[Saved entries]

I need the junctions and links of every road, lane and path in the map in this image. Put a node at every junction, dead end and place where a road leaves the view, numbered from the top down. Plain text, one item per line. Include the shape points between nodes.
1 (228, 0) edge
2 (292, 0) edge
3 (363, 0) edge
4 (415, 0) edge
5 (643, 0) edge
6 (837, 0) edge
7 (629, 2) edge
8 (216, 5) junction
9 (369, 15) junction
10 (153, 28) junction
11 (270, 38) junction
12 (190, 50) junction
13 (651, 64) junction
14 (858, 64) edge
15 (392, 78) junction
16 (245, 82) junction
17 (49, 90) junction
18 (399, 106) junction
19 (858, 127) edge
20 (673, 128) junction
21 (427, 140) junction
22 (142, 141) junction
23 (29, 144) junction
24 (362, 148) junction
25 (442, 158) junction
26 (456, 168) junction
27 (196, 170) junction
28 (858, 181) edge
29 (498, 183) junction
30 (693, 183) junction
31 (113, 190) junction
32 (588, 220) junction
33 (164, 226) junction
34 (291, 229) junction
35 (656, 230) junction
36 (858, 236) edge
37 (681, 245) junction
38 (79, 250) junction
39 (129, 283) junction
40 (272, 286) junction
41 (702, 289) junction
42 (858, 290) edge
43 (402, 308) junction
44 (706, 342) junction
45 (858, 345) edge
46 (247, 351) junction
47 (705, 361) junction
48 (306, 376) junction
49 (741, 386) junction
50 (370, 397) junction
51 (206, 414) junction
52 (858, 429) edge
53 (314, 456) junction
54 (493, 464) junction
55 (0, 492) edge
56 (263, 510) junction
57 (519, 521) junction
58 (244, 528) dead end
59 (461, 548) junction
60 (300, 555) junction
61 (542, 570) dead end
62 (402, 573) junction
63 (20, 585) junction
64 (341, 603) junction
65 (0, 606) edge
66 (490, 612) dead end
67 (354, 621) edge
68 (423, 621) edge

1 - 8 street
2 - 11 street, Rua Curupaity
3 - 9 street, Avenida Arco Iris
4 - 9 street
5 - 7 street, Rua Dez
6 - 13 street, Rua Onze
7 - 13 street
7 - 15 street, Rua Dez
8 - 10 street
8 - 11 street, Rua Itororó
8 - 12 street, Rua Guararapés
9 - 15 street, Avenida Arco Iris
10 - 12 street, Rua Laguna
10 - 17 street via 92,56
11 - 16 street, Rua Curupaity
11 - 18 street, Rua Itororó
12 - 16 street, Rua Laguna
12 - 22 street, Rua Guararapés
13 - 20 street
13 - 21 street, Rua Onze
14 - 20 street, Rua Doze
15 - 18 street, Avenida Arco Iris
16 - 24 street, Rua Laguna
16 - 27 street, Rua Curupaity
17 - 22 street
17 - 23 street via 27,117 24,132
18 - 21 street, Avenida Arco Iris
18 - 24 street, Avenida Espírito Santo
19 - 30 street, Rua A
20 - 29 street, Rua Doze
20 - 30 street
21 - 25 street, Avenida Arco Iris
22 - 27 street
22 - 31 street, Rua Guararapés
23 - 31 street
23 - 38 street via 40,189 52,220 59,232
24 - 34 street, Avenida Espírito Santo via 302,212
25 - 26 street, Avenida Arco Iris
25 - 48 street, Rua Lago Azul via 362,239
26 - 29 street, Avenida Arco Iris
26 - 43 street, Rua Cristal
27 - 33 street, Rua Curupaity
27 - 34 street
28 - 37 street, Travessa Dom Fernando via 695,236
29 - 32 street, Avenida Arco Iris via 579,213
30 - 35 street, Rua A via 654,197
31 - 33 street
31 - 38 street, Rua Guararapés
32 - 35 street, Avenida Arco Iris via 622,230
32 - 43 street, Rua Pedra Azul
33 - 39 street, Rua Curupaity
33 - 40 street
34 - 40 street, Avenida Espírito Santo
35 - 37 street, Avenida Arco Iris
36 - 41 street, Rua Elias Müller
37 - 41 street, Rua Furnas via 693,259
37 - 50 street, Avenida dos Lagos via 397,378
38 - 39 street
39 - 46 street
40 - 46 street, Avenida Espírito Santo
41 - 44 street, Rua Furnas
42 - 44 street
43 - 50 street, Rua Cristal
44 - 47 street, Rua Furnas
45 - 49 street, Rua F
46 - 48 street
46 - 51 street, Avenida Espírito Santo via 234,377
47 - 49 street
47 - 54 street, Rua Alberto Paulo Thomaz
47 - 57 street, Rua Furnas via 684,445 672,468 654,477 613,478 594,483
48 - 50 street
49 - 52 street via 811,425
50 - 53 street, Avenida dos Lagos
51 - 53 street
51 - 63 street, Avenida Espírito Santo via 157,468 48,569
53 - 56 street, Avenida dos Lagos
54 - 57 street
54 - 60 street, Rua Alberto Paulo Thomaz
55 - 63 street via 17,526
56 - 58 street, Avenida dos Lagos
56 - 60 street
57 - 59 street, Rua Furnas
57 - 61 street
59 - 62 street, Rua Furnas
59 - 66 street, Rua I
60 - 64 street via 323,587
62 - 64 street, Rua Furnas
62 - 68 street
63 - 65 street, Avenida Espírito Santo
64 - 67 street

# ASSIGNMENT
Each line of the records belongs in the answer, reproduced exactly.

# EXERCISE ANSWER
I need the junctions and links of every road, lane and path in the map in this image. Put a node at every junction, dead end and place where a road leaves the view, numbered from the top down. Plain text, one item per line. Include the shape points between nodes.
1 (228, 0) edge
2 (292, 0) edge
3 (363, 0) edge
4 (415, 0) edge
5 (643, 0) edge
6 (837, 0) edge
7 (629, 2) edge
8 (216, 5) junction
9 (369, 15) junction
10 (153, 28) junction
11 (270, 38) junction
12 (190, 50) junction
13 (651, 64) junction
14 (858, 64) edge
15 (392, 78) junction
16 (245, 82) junction
17 (49, 90) junction
18 (399, 106) junction
19 (858, 127) edge
20 (673, 128) junction
21 (427, 140) junction
22 (142, 141) junction
23 (29, 144) junction
24 (362, 148) junction
25 (442, 158) junction
26 (456, 168) junction
27 (196, 170) junction
28 (858, 181) edge
29 (498, 183) junction
30 (693, 183) junction
31 (113, 190) junction
32 (588, 220) junction
33 (164, 226) junction
34 (291, 229) junction
35 (656, 230) junction
36 (858, 236) edge
37 (681, 245) junction
38 (79, 250) junction
39 (129, 283) junction
40 (272, 286) junction
41 (702, 289) junction
42 (858, 290) edge
43 (402, 308) junction
44 (706, 342) junction
45 (858, 345) edge
46 (247, 351) junction
47 (705, 361) junction
48 (306, 376) junction
49 (741, 386) junction
50 (370, 397) junction
51 (206, 414) junction
52 (858, 429) edge
53 (314, 456) junction
54 (493, 464) junction
55 (0, 492) edge
56 (263, 510) junction
57 (519, 521) junction
58 (244, 528) dead end
59 (461, 548) junction
60 (300, 555) junction
61 (542, 570) dead end
62 (402, 573) junction
63 (20, 585) junction
64 (341, 603) junction
65 (0, 606) edge
66 (490, 612) dead end
67 (354, 621) edge
68 (423, 621) edge

1 - 8 street
2 - 11 street, Rua Curupaity
3 - 9 street, Avenida Arco Iris
4 - 9 street
5 - 7 street, Rua Dez
6 - 13 street, Rua Onze
7 - 13 street
7 - 15 street, Rua Dez
8 - 10 street
8 - 11 street, Rua Itororó
8 - 12 street, Rua Guararapés
9 - 15 street, Avenida Arco Iris
10 - 12 street, Rua Laguna
10 - 17 street via 92,56
11 - 16 street, Rua Curupaity
11 - 18 street, Rua Itororó
12 - 16 street, Rua Laguna
12 - 22 street, Rua Guararapés
13 - 20 street
13 - 21 street, Rua Onze
14 - 20 street, Rua Doze
15 - 18 street, Avenida Arco Iris
16 - 24 street, Rua Laguna
16 - 27 street, Rua Curupaity
17 - 22 street
17 - 23 street via 27,117 24,132
18 - 21 street, Avenida Arco Iris
18 - 24 street, Avenida Espírito Santo
19 - 30 street, Rua A
20 - 29 street, Rua Doze
20 - 30 street
21 - 25 street, Avenida Arco Iris
22 - 27 street
22 - 31 street, Rua Guararapés
23 - 31 street
23 - 38 street via 40,189 52,220 59,232
24 - 34 street, Avenida Espírito Santo via 302,212
25 - 26 street, Avenida Arco Iris
25 - 48 street, Rua Lago Azul via 362,239
26 - 29 street, Avenida Arco Iris
26 - 43 street, Rua Cristal
27 - 33 street, Rua Curupaity
27 - 34 street
28 - 37 street, Travessa Dom Fernando via 695,236
29 - 32 street, Avenida Arco Iris via 579,213
30 - 35 street, Rua A via 654,197
31 - 33 street
31 - 38 street, Rua Guararapés
32 - 35 street, Avenida Arco Iris via 622,230
32 - 43 street, Rua Pedra Azul
33 - 39 street, Rua Curupaity
33 - 40 street
34 - 40 street, Avenida Espírito Santo
35 - 37 street, Avenida Arco Iris
36 - 41 street, Rua Elias Müller
37 - 41 street, Rua Furnas via 693,259
37 - 50 street, Avenida dos Lagos via 397,378
38 - 39 street
39 - 46 street
40 - 46 street, Avenida Espírito Santo
41 - 44 street, Rua Furnas
42 - 44 street
43 - 50 street, Rua Cristal
44 - 47 street, Rua Furnas
45 - 49 street, Rua F
46 - 48 street
46 - 51 street, Avenida Espírito Santo via 234,377
47 - 49 street
47 - 54 street, Rua Alberto Paulo Thomaz
47 - 57 street, Rua Furnas via 684,445 672,468 654,477 613,478 594,483
48 - 50 street
49 - 52 street via 811,425
50 - 53 street, Avenida dos Lagos
51 - 53 street
51 - 63 street, Avenida Espírito Santo via 157,468 48,569
53 - 56 street, Avenida dos Lagos
54 - 57 street
54 - 60 street, Rua Alberto Paulo Thomaz
55 - 63 street via 17,526
56 - 58 street, Avenida dos Lagos
56 - 60 street
57 - 59 street, Rua Furnas
57 - 61 street
59 - 62 street, Rua Furnas
59 - 66 street, Rua I
60 - 64 street via 323,587
62 - 64 street, Rua Furnas
62 - 68 street
63 - 65 street, Avenida Espírito Santo
64 - 67 street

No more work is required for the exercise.